## [What this task involves]
Reproduce the data that follows character for character, but omit its pictures.

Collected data

---------------

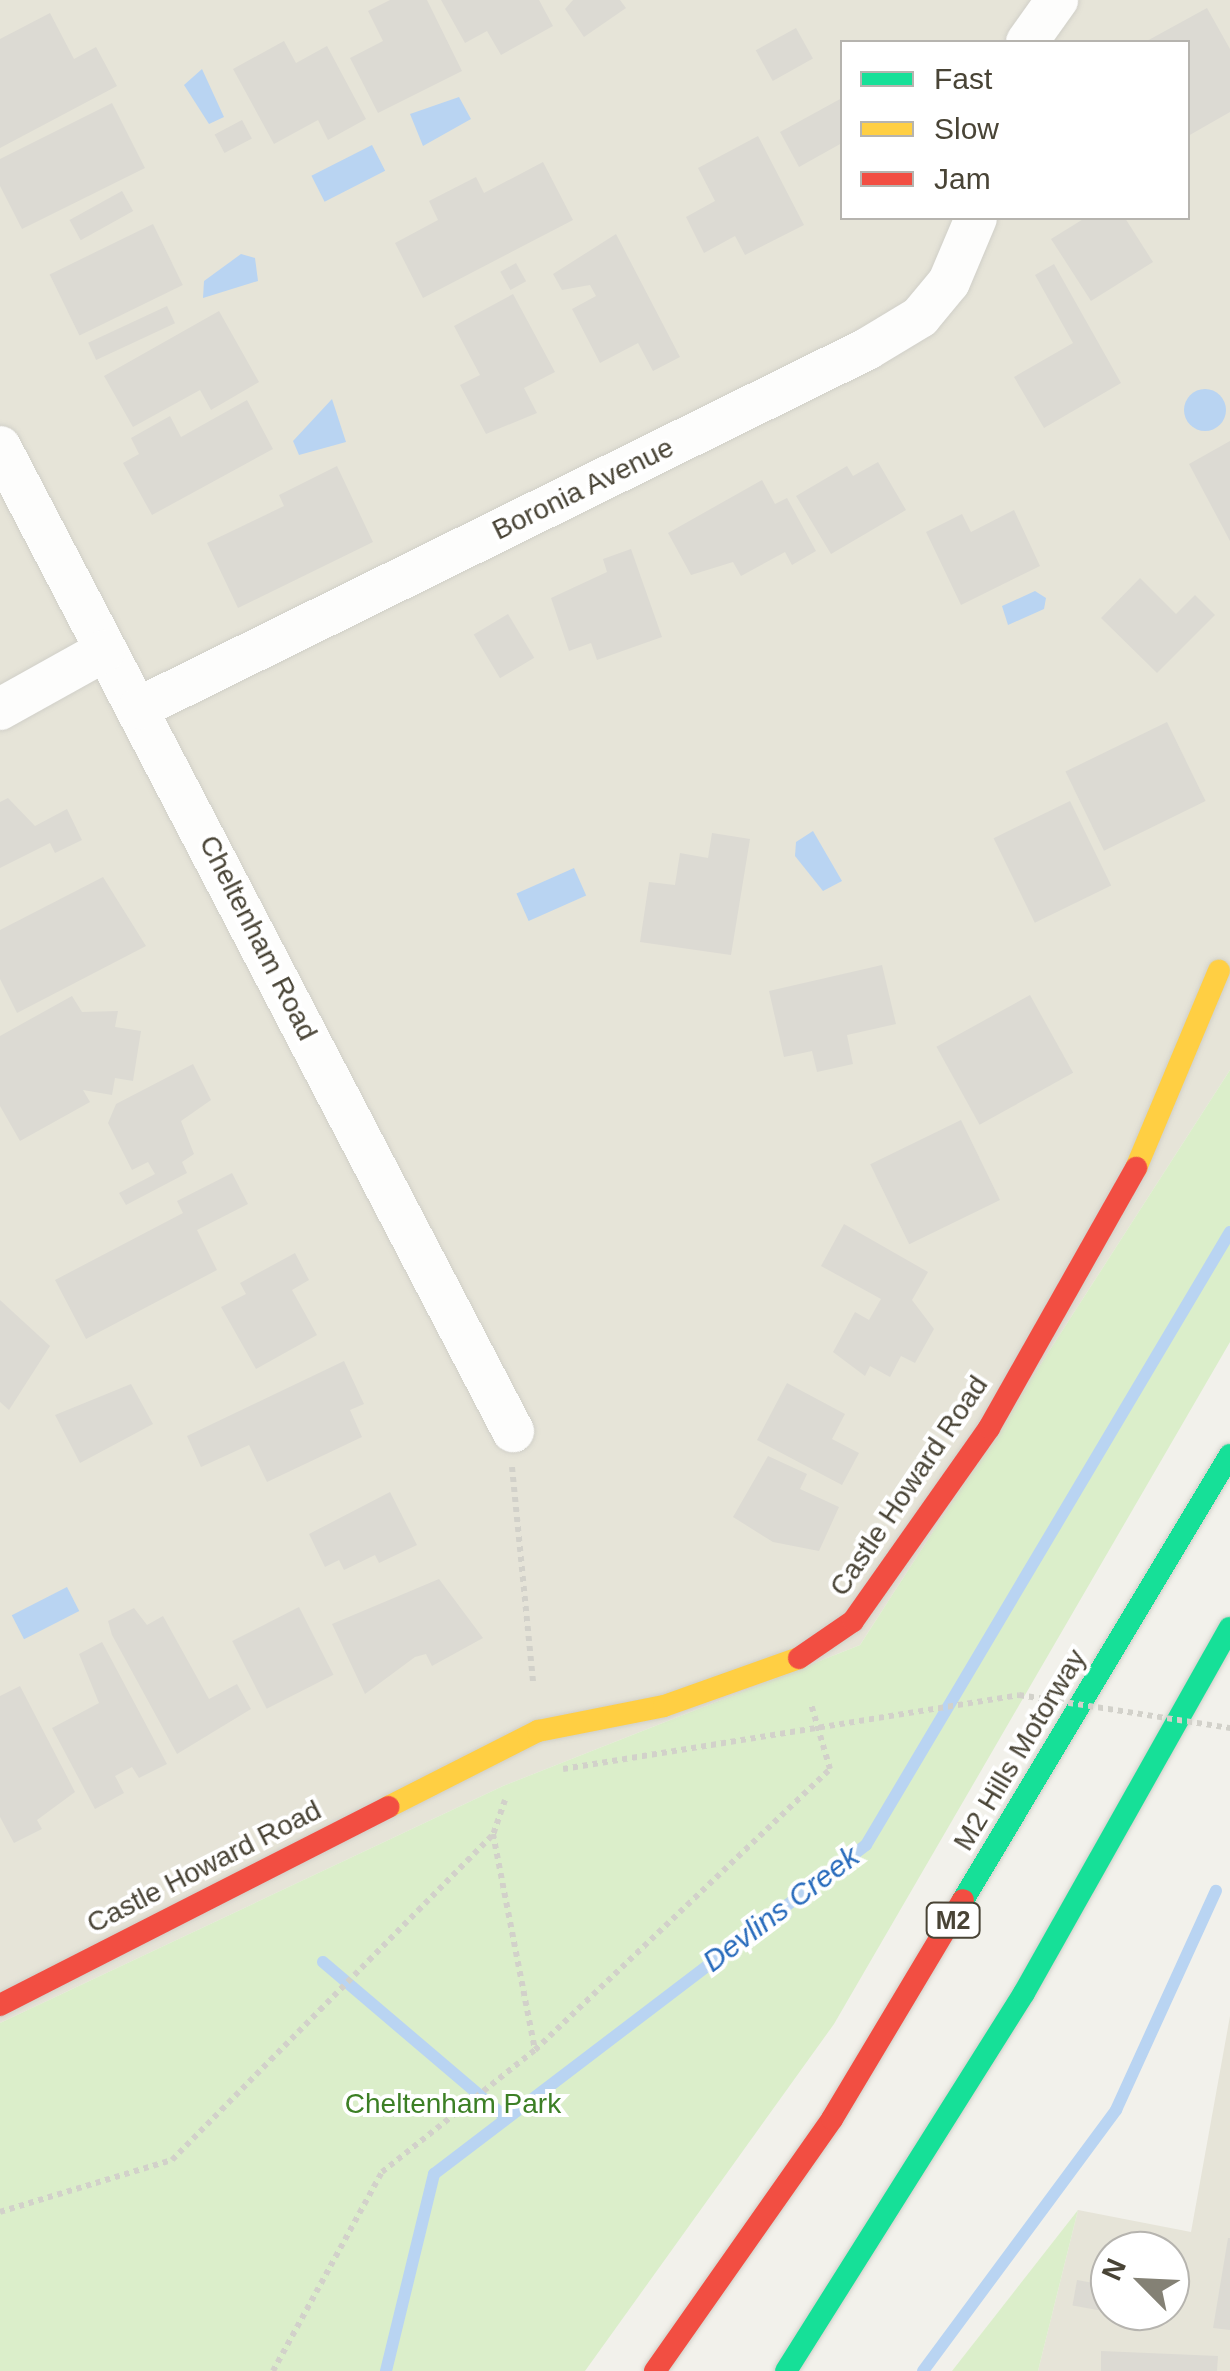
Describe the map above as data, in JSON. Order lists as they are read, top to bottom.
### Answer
{
  "streets": {
    "main road": ["Castle Howard Road", "M2 Hills Motorway", "M2"],
    "street": ["Boronia Avenue", "Cheltenham Road"]
  },
  "crossings": [
    ["Boronia Avenue", "Cheltenham Road"]
  ],
  "water": ["Devlins Creek"],
  "parks": ["Cheltenham Park"],
  "legend": ["Fast", "Slow", "Jam"],
  "north": "top left"
}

---------------

## [Solution below]
Describe the map above as data, in JSON. Order lists as they are read, top to bottom.
### Answer
{
  "streets": {
    "main road": ["Castle Howard Road", "M2 Hills Motorway", "M2"],
    "street": ["Boronia Avenue", "Cheltenham Road"]
  },
  "crossings": [
    ["Boronia Avenue", "Cheltenham Road"]
  ],
  "water": ["Devlins Creek"],
  "parks": ["Cheltenham Park"],
  "legend": ["Fast", "Slow", "Jam"],
  "north": "top left"
}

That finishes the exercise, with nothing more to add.